Penang state election, 2013
| Party |  | Candidate | Votes | % | ∆% |
|  | DAP | Yap Soo Huey | 11,256 | 78.10 | +20.70 |
|  | BN | Rowena Yam | 3,036 | 21.10 | −21.50 |
| Total valid votes |  |  | 14,292 | 100.00 |
| Total rejected ballots |  |  | 125 |
| Unreturned ballots |  |  | 25 |
| Turnout |  |  | 14,442 | 80.50 | +10.10 |
| Registered electors |  |  | 17,936 |
| Majority |  |  | 8,220 | 57.00 | +42.20 |
|  | DAP hold |  | Swing |  |  |
Source(s) "Federal Government Gazette - Notice of Contested Election, State Legislative Assembly for the State of Penang [P.U. (B) 189/2013]" (PDF). Attorney General's Chambers of Malaysia. 26 April 2013. Retrieved 2016-05-21.^{[permanent dead link]} "Federal Government Gazette - Results of Contested Election and Statements of the Poll after the Official Addition of Votes, State Constituencies for the State of Penang [P.U. (B) 230/2013]" (PDF). Attorney General's Chambers of Malaysia. 22 May 2013. Archived from the original (PDF) on 22 March 2019. Retrieved 2016-05-21.

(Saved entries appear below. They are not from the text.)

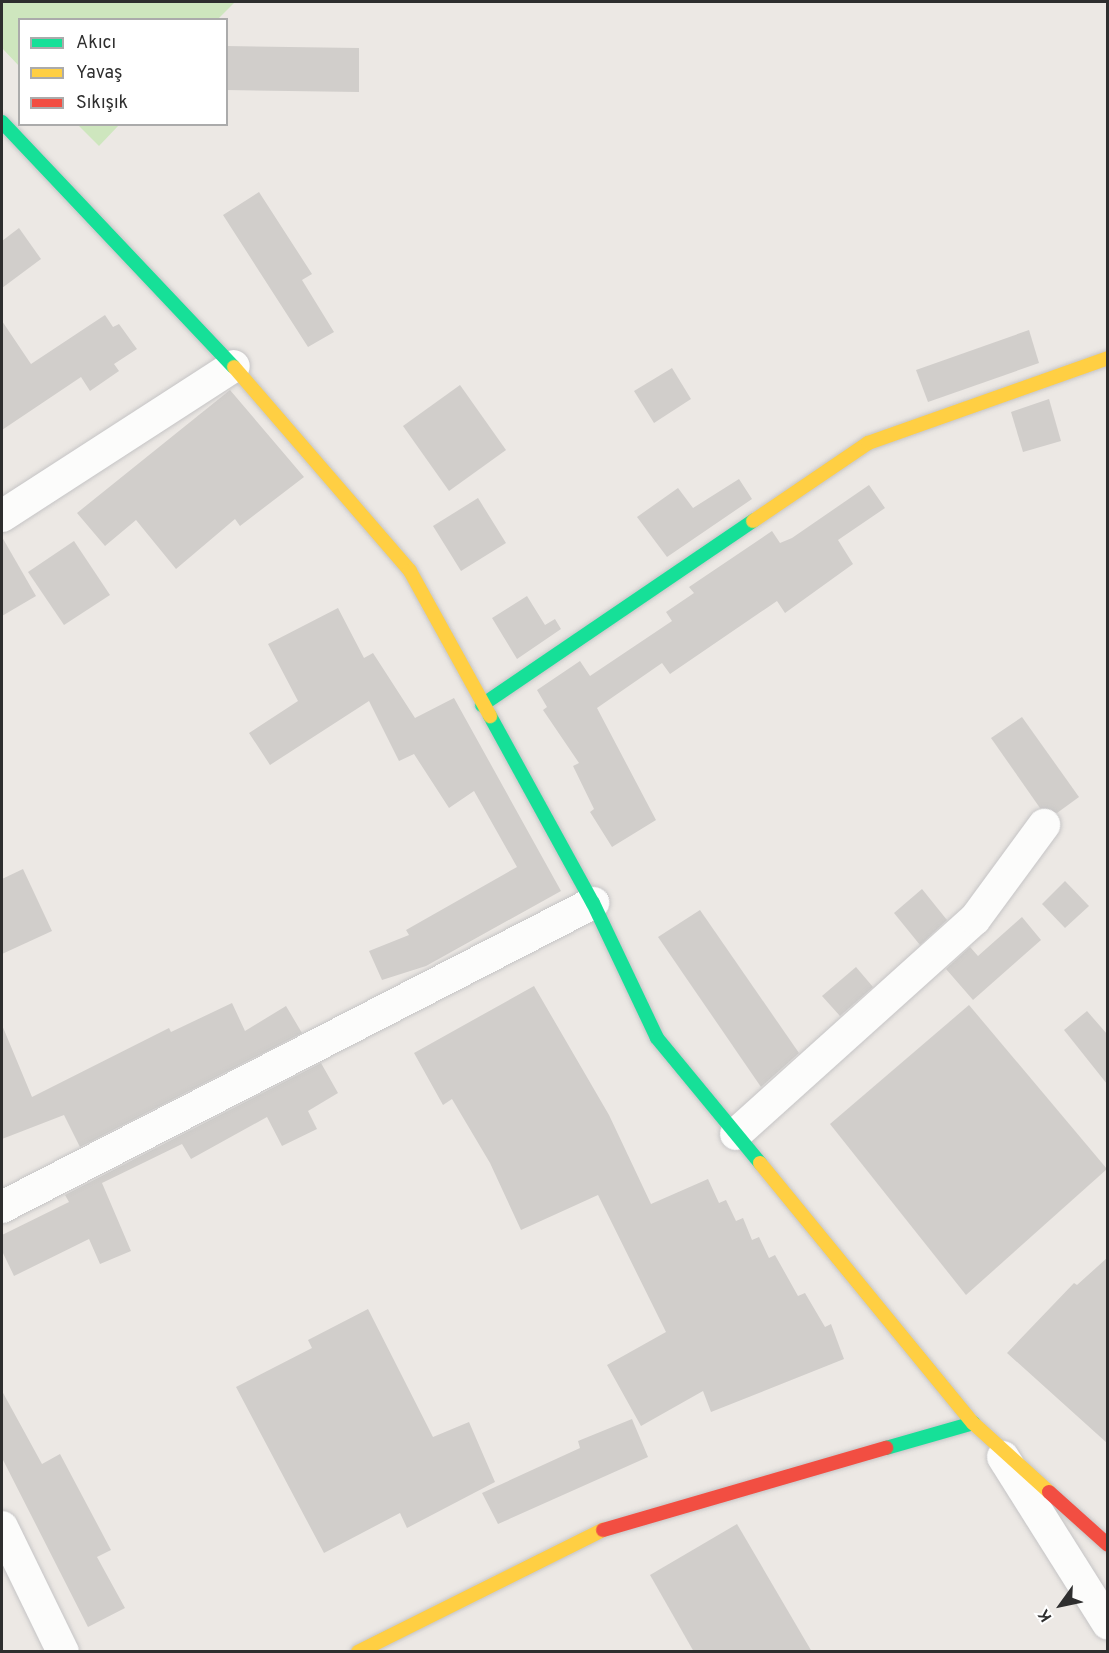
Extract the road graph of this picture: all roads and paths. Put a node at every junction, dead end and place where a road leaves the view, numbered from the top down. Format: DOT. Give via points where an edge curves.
graph roads {
  1 [pos="2,122"];
  2 [pos="1107,358"];
  3 [pos="234,366"];
  4 [pos="2,516"];
  5 [pos="482,705"];
  6 [pos="1044,825"];
  7 [pos="593,903"];
  8 [pos="736,1134"];
  9 [pos="2,1207"];
  10 [pos="983,1432"];
  11 [pos="2,1527"];
  12 [pos="1107,1545"];
  13 [pos="1107,1624"];
  14 [pos="63,1652"];
  15 [pos="358,1652"];
  1 -- 3 [label="street"];
  2 -- 5 [label="street" via="868,443"];
  3 -- 4 [label="street"];
  3 -- 5 [label="street" via="410,571"];
  5 -- 7 [label="street"];
  6 -- 8 [label="street" via="975,919"];
  7 -- 8 [label="street" via="657,1038"];
  7 -- 9 [label="street"];
  8 -- 10 [label="street"];
  10 -- 12 [label="street"];
  10 -- 13 [label="street"];
  10 -- 15 [label="street" via="599,1531"];
  11 -- 14 [label="street"];
}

Penang state election, 2008
| Party |  | Candidate | Votes | % | ∆% |
|  | DAP | Koay Teng Hai | 6,649 | 57.40 | +33.86 |
|  | BN | Teng Hock Nan | 4,935 | 42.60 | −33.86 |
| Total valid votes |  |  | 11,584 | 100.00 |
| Total rejected ballots |  |  | 168 |
| Unreturned ballots |  |  | 14 |
| Turnout |  |  | 11,766 | 70.40 | +3.74 |
| Registered electors |  |  | 16,723 |
| Majority |  |  | 1,714 | 14.80 | +39.12 |
|  | DAP gain from BN |  | Swing |  | . |

Penang state election, 2004
| Party |  | Candidate | Votes | % |
|  | BN | Teng Hock Nan | 8,614 | 77.46 |
|  | PKR | Ong Khan Lee | 2,507 | 23.54 |
| Total valid votes |  |  | 11,121 | 100.00 |
| Total rejected ballots |  |  | 283 |
| Unreturned ballots |  |  | 21 |
| Turnout |  |  | 11,425 | 66.66 |
| Registered electors |  |  | 17,139 |
| Majority |  |  | 6,107 | 53.92 |
This was a new constituency created.